Non è l’incipit del capitoletto «antiproibizionista» di un movimento politico contrario alla “guerra alla droga” né una delle analisi ospitate solitamente su queste pagine, bensì un estratto dal parere inviato dalla Direzione Nazionale Antimafia e Antiterrorismo alle Commissioni giustizia e affari sociali della Camera dei deputati che in questi giorni sta terminando un’indagine conoscitiva relativa alle proposte di legge per la legalizzazione della cannabis previste per l’Aula entro la fine di luglio.

A differenza delle cose dette, e dei documenti presentati alle Commissioni nelle scorse settimane da decine di esperti, associazioni e cultori della materia, il Sostituto Procurato Nazionale, Francesco Curcio e il Procuratore Nazionale, Franco Roberti hanno «espresso un parere sui progetti di legge». Per quanto riguarda la legalizzazione della cannabis, purché avvenga con la creazione di un monopolio e scongiuri il consumo associato, Curcio e Roberti esprimono parere favorevole.

«Negli ultimi 20/25 anni si stima che in termini assoluti in Italia le narco-mafie abbiano disposto di un patrimonio “ripulito” presente sui mercati finanziari, immobiliari e mobiliari, pari a circa 400 miliardi di euro. Un patrimonio che, sulla base dei dati forniti dalle Nazioni unite, si incrementa di 20 miliardi di euro di anno in anno».

Il “parere”  della Direzione Nazionale Antimafia segnala che «le mafie nazionali e internazionali godano di una posizione di sostanziale monopolio nella gestione dei traffici di stupefacenti» ivi compresa quella della cannabis e che «la crescente domanda di cannabis ha trovato una pronta risposta, nella straordinaria, nuova, produzione afgana» e non, come si pensava, nella produzione diffusa in Europa.

La Direzione Nazionale denuncia inoltre che «il traffico di stupefacenti – compreso quello della cannabis – alimenta e moltiplica le risorse finanziarie delle organizzazioni di tipo mafioso (nazionali e non) e dunque, fra l’altro, la loro capacità di produzione della cannabis»; relativamente al racconto afgano, si ritiene che sia «controllata da gruppi fondamentalisti e terroristi.

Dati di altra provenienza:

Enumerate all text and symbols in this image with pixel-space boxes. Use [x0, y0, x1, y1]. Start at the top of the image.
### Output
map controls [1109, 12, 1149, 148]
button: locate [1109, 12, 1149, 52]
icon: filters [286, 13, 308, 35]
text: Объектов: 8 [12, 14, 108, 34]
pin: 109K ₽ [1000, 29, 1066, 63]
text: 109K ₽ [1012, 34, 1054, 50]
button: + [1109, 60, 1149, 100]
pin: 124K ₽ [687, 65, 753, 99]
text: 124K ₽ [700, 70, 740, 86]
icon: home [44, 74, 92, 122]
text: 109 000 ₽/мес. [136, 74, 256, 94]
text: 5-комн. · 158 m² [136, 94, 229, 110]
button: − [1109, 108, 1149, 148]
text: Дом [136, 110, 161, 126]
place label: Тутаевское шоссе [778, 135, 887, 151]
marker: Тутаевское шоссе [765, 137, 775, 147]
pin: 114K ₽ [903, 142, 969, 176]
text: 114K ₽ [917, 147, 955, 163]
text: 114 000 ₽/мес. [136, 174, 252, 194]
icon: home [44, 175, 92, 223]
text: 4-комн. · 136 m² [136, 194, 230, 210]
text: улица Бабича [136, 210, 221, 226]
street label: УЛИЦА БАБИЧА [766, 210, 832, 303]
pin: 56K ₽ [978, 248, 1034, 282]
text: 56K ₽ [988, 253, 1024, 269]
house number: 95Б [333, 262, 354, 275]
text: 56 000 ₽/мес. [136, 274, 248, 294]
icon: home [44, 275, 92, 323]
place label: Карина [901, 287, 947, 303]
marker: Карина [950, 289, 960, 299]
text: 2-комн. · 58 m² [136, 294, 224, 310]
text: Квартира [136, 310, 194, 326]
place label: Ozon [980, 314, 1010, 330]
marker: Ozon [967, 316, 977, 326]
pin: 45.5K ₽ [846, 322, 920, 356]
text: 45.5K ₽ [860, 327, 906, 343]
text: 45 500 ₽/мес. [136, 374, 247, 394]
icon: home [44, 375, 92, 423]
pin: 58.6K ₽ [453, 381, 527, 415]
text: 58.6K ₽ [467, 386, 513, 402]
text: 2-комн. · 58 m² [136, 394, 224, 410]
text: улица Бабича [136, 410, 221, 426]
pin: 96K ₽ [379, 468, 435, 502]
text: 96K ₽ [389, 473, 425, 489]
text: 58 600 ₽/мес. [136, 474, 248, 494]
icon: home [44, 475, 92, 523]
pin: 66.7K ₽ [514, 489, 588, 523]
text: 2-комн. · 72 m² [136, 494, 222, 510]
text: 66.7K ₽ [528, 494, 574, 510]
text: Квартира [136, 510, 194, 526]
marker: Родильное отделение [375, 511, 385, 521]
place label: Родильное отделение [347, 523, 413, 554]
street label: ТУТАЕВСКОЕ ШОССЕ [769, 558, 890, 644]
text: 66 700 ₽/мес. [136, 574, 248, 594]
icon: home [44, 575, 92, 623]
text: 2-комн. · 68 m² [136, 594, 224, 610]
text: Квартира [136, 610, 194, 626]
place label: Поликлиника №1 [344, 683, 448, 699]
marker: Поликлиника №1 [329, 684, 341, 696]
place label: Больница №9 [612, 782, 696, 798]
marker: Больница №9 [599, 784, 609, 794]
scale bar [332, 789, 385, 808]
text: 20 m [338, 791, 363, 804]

Il che equivale a dire che la produzione di cannabis è una delle fonti di finanziamento del terrorismo». Segue una lista di sequestri di quantitativi che, in Italia, sono di 100-150 volte superiori a quelli di eroina e cocaina e addirittura di 8000 di quelli delle droghe sintetiche: «Si sequestra in misura infinitamente più ampia la sostanza meno dannosa rispetto a quelle ben più nocive se non letali».

La Direzione Nazionale entra poi nel merito del testo unificato a prima firma Giachetti articolando ulteriormente il proprio parere favorevole auspicando che il circuito penale resti l’extrema ratio anche per chi dovesse violare la nuova normativa.

Con 300 parlamentari che hanno sottoscritto proposte per la regolamentazione legale della marijuana, un iter ormai incardinato alla Camera, una raccolta di firme su una legge d’iniziativa popolare per la legalizzazione della cannabis e questi auspici così autorevoli, cosa aspetta il Governo a prender posizione?